Always together, always spending our holidays in the sun. My mother loved the sun so we would go everywhere just to be able to meet it.
The fact that my father was a young master and my mother an only heiress made those trips pretty easy for us.
Whenever we felt like it, whenever the season got colder, we could sail, drive or fly to a warmer place.
It fitted us so well, we had so many pictures of us in the sunlight that we ended being called the sun family. Imagine our distress when my father’s right hand stole everything from us : our money, our possessions but mostly our freedom of the sun. My father did his best to give it back to us but it was a really exhausting lifestyle for him and soon enough my mother died from depression and my father of exhaustion, all that is left of them was me, photo albums and an hypocrite world.

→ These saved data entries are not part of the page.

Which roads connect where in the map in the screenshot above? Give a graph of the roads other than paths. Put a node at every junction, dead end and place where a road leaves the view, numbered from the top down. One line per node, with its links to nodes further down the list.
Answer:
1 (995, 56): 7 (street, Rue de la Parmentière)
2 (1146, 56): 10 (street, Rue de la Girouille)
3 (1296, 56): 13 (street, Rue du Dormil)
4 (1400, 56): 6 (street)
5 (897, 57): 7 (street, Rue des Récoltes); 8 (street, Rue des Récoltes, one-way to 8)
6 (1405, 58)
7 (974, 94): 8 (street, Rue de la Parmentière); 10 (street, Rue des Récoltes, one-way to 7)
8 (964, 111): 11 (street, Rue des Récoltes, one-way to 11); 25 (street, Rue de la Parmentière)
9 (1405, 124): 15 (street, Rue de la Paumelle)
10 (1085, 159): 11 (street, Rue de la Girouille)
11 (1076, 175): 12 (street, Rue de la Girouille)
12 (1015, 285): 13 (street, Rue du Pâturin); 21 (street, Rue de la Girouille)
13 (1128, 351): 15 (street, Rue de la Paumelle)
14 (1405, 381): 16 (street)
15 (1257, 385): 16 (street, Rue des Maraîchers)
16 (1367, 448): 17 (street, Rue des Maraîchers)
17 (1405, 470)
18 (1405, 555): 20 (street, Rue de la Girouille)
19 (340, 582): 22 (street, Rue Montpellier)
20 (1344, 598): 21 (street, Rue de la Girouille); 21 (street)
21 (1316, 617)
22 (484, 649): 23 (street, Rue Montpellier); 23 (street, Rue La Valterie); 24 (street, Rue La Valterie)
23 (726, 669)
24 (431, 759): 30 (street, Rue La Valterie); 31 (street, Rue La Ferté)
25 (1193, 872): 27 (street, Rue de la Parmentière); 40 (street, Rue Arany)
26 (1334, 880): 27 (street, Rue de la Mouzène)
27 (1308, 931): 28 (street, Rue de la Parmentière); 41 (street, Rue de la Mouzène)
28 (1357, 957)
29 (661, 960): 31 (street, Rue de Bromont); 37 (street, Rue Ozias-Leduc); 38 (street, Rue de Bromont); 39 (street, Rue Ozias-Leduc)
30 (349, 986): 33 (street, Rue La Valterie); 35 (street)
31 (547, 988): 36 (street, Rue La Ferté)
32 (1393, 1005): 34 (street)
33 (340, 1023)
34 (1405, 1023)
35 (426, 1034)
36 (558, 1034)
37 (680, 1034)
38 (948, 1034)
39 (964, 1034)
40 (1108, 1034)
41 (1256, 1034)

My mother couldn’t live without the sun and we couldn’t afford to just move to some tropical island without any source of income. My father was a good man but he never really learned to work more than what he had too. And there was little me who only was raised seeing them happy and competing with the brightness of the sun.
What will little ignorant me do?
I was taken in by some relatives who couldn’t give a damn about me. I soon caught the eye of the eldest son who’d do everything I asked for. The youngest son came to like me and proposed to me.
Nice and cute isn’t it?  But it wasn’t that type of proposal, he was ambitious and clever and saw my natural charm, it’s true we got well with each other but he befriended me on the name of business. He took me away and established a company based on the power of mine and other girls’ charms. What’s good is that he never forces us to do anything we didn’t want to. We were less than 10 so he would meet with us pretty often, expose his short term projects, talk about our advantages, the risks, what we could benefit from it, select those he thought suited his plans and convince them to take the job. As I was a pioneer, he started consulting me and years later made me a partner. It was a decent luxurious lifestyle. I could have ended up worse and was blessed I got to be able to meet the sun again whenever I wanted.
I moved my parents grave to somewhere really sunny (11 months a year, near a desert, could qualify as an oasis except it wasn’t threatened by water depletion). I get to travel how much I want thanks to my partner’s business. I get to meet powerful people and feed of their greediness and I get to have one unconditional friend, who would never betray or leave me until death tears us apart.